Work task:
Across the whole listing, copy out every line that includes the string "Weibing".

Given records:
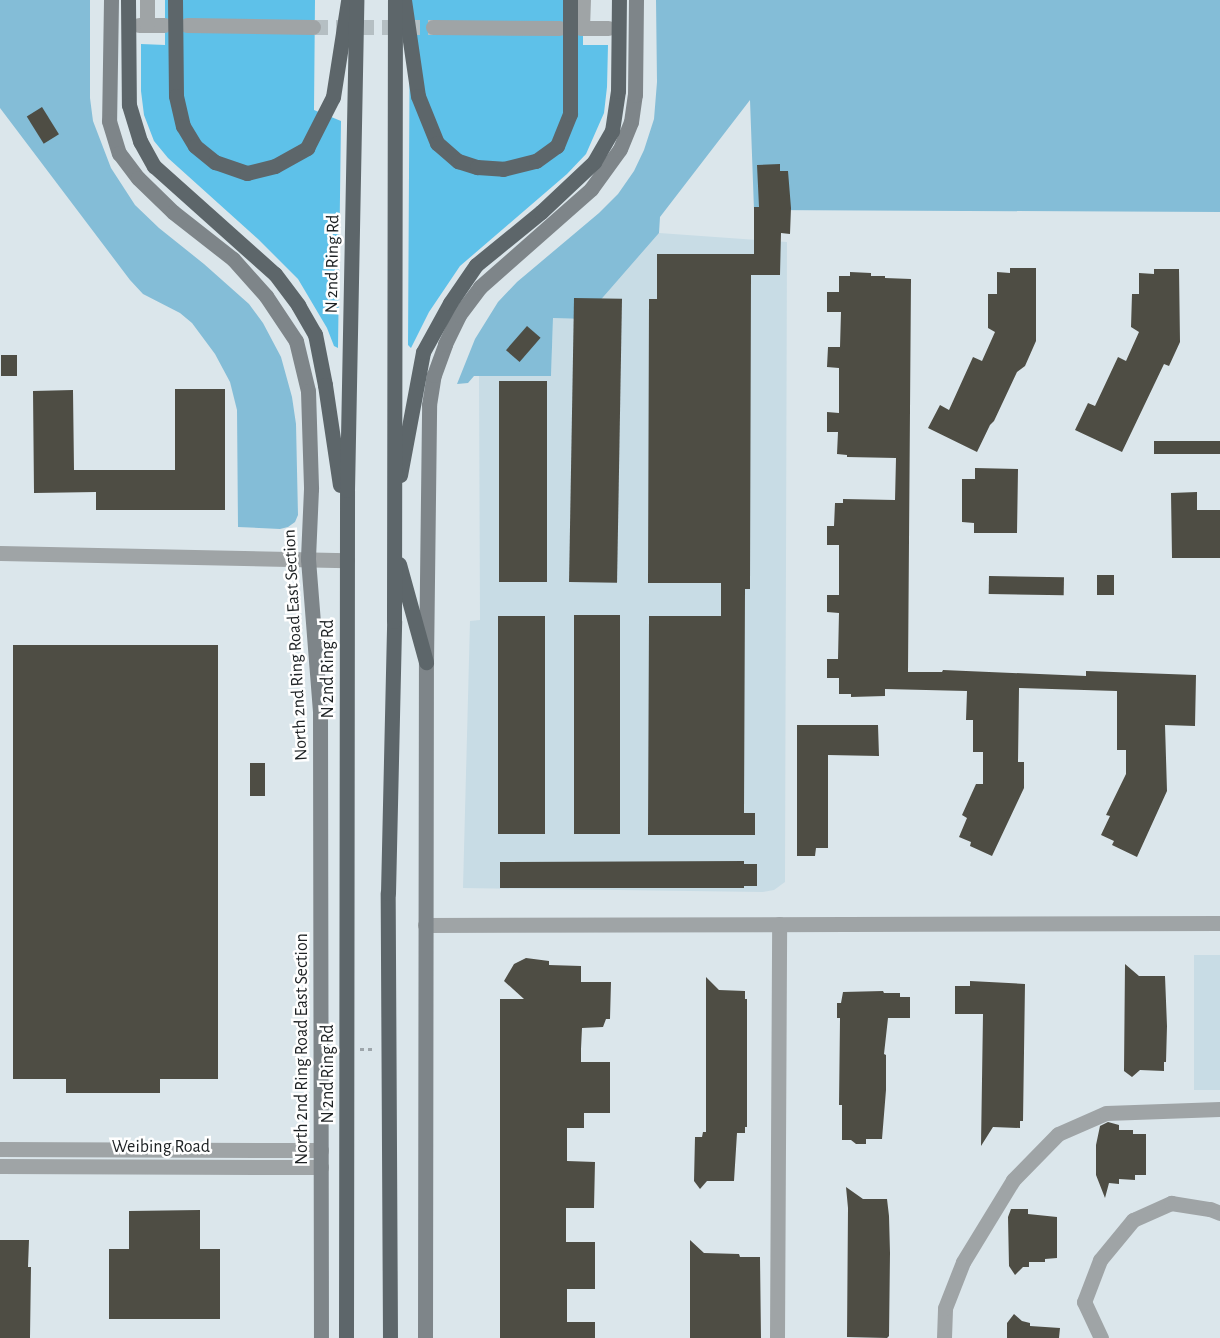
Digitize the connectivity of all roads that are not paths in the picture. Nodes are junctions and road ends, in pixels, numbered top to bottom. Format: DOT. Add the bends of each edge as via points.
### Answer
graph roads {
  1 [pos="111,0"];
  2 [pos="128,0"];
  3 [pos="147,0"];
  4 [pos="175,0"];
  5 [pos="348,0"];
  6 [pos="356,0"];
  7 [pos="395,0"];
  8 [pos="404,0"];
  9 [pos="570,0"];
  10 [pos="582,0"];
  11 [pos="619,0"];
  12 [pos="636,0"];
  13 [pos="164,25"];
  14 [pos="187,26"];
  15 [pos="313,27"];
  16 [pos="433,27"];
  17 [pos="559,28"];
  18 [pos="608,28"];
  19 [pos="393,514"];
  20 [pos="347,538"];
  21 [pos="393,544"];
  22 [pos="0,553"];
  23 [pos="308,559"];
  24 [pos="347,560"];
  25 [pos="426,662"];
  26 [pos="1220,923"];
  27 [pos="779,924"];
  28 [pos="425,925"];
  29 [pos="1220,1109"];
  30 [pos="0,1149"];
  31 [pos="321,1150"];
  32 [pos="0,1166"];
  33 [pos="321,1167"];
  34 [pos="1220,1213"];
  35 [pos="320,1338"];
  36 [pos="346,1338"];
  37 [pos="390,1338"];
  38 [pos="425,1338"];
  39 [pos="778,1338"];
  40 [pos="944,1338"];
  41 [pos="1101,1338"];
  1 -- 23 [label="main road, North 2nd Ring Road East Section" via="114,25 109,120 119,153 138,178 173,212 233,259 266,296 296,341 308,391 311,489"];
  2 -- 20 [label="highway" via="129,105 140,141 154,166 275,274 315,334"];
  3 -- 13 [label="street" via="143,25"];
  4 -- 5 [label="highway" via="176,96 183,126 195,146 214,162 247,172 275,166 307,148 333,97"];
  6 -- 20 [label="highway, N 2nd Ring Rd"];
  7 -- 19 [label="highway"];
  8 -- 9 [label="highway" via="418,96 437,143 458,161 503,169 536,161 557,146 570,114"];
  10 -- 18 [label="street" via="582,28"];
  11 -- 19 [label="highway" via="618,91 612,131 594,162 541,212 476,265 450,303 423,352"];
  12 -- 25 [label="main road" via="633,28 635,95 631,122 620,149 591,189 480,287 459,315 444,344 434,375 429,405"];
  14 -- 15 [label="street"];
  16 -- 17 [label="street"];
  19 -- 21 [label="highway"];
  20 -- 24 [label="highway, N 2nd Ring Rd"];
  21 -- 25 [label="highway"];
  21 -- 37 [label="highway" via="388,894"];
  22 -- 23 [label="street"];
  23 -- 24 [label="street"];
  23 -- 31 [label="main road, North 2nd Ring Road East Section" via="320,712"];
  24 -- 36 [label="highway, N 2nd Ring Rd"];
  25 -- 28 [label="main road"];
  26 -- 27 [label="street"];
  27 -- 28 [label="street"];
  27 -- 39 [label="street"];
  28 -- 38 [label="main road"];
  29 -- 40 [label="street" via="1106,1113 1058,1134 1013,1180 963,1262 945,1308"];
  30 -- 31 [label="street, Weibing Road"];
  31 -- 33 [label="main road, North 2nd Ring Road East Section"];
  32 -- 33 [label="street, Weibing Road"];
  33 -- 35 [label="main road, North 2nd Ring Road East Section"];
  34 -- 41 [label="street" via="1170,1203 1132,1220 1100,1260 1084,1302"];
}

Output of the exercise:
  30 -- 31 [label="street, Weibing Road"];
  32 -- 33 [label="street, Weibing Road"];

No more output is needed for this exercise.